Treat your candles with the love they deserve by following a few simple safety precautions that will ensure that you get the very best each time you use them.



Before lighting always trim the wick to 6mm and remove any wick debris as this encourages an even burn.


Candles burn best in still air but if you can’t avoid draughts, turn the candle periodically to avoid uneven burning and possible candle collapse. A candle in a draught may also start to smoke.


Never burn a candle for longer than three hours at a time. If a candle is burnt for excessive periods without being allowed to re-solidify, even the best candle can burn out the sides because of excessive heat.


Use a candle snuffer to prevent wicks from drifting off center and to avoid wax splash. This will help to maximise the candle’s burn time. Blowing out a candle is not recommended as the liquid wax may splatter and the wick may continue to glow and emit smoke.


When creating decorative candle displays, candles should be separated from each other by a minimum of 10cm to prevent burn problems. Candles that are burnt too close together will affect each candle’s burn quality, which may cause candles to collapse and not burn to their maximum burn times.


To get the maximum burn times from your candles, in particular Soy candles, you need to set the candle memory. To set the candle memory, burn the candle for one hour for every 2.5cm of its diameter the first time the candle is lit. This will allow the pool of wax to extend to the outside rim and prevent the candle from forming a crater. Each time the candle is lit after setting the memory, the candle will burn out to the rim.


Choosing the correct candle for your candle holder. A helpful tip in deciding if a vessel is the right size for a candle is the 70/30 ratio (70% empty space to 30% candle) - a general rule we use is making sure at least three finger widths can fit the entire way around the candle before touching the edge. If the vessel is not an adequate size, it can cause the candle to overheat and collapse.

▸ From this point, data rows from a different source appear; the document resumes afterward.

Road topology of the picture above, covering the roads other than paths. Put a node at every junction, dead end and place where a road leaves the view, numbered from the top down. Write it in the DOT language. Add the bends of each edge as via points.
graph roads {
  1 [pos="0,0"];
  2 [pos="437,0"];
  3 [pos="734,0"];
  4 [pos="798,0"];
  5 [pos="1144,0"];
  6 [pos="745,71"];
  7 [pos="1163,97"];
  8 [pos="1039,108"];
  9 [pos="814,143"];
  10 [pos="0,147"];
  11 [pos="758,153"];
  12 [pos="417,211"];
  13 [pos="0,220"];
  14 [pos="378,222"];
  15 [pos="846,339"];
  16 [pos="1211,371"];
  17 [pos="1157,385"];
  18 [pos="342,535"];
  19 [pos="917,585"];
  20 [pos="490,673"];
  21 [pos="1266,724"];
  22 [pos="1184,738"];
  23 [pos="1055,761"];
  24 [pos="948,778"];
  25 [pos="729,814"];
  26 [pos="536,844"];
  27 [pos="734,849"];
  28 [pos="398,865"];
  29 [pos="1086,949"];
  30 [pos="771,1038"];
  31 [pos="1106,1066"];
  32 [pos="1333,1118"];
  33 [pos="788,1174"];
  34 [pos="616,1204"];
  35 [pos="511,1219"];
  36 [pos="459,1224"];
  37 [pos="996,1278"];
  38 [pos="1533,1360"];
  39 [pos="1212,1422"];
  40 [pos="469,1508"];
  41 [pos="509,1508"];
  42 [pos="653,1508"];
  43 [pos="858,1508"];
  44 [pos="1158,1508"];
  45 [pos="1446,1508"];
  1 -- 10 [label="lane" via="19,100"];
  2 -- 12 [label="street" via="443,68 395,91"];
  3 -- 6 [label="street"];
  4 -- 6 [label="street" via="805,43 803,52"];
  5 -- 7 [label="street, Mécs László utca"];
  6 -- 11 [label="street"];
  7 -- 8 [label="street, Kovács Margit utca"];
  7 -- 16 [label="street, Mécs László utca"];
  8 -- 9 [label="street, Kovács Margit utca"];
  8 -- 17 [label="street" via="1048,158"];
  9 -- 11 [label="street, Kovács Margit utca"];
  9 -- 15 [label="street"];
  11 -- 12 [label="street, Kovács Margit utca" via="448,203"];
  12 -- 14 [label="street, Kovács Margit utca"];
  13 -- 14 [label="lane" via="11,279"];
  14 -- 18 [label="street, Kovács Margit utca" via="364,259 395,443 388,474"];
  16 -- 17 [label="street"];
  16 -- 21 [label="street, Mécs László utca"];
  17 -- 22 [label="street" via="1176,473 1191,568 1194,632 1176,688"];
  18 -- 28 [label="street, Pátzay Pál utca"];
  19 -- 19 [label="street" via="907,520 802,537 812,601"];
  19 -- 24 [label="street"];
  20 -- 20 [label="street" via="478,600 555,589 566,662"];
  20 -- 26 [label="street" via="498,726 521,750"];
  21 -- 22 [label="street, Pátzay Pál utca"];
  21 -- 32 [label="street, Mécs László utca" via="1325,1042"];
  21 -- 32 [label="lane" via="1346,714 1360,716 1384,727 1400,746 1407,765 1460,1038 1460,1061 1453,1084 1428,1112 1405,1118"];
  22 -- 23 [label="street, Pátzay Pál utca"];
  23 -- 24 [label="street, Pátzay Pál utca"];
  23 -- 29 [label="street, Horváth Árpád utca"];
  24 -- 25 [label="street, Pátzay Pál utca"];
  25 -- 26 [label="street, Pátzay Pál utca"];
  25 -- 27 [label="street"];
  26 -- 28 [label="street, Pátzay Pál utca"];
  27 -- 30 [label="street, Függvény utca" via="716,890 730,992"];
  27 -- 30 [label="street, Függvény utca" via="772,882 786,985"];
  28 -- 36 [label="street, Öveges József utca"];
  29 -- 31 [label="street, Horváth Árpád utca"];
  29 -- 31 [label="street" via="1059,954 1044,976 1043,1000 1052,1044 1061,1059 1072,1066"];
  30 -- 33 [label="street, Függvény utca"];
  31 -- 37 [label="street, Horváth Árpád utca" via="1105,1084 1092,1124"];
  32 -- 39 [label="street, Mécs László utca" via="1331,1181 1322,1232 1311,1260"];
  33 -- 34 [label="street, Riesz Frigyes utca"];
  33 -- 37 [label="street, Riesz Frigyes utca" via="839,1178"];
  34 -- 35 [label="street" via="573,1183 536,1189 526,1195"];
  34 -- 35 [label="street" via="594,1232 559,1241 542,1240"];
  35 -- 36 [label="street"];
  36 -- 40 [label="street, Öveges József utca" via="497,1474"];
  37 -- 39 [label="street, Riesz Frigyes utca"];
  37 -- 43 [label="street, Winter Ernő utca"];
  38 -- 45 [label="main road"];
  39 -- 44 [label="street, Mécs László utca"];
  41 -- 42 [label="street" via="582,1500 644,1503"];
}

Candles are sensitive to temperature and light. Avoid candles from fading, cracking and melting by storing your candles in a cool, dry place, away from direct sunlight, dust and fluorescent light. Store your candles in an upright position and don’t leave your candles in your car on a warm day.


Regularly trim your wicks. We use 100% cotton, lead free wicks. Sometimes you will notice a ‘mushrooming’ of the wick. To provide the cleanest burn possible, we recommend you remove the black ‘mushroom’ before burning and periodically during the burning. Failure to do this may lead to a “Wax Pool Fire” (in Containers and sometimes Votives) where the entire candle may appear to ignite. This is caused when a hot piece of untrimmed wick drops into the melted wax pool and ignites it. Preventing the “mushroom” effect by regularly trimming the wick and not burning any candle for longer than the maximum recommended burn time will prevent this from occurring.


It is important to follow all candle care instructions. Failure to do so significantly increases the risk of a wax pool fire. If the candle wax pool becomes superheated, the candle may to spontaneously erupt into flames. In a jar candle, the glass can also shatter. Common causes of a super heated the wax pool;

  • A deep wax pool from burning too long or being near a secondary heat source. A deep wax pool forms more vapour and it is the vapour that burns.
  • Multiple ignitions, most often wick debris or accumulated dust catching fire as the candle burns down.
  • A draught or a breeze, that can have the combined effect of increasing oxygen supply fanning the flames and/or causing the flame to burn directly against the wax.
  • Ingredient degradation or separation from incorrect long-term storage which can increase the volatility.

    In the event of a ‘wax pool fire’, do not panic. As long as there in nothing flammable near the candle, the fire will remain localised. The candle should not be moved or touched whilst on fire. Treat as for an oil or grease fire by starving the oxygen supply. Preferably use CO2 or powder extinguishers or a fire blanket. If these are not available a bucket of sand. If the fire is small, a packet of baking soda can be used. Do not use any other kitchen ingredients, such as flour because these are flammable. A fireproof container such as a steel pan can be placed over the burning candle if it completely seals off the air. Never throw water onto the fire, this will cause the ignited wax to spread. Never attempt to blow it out.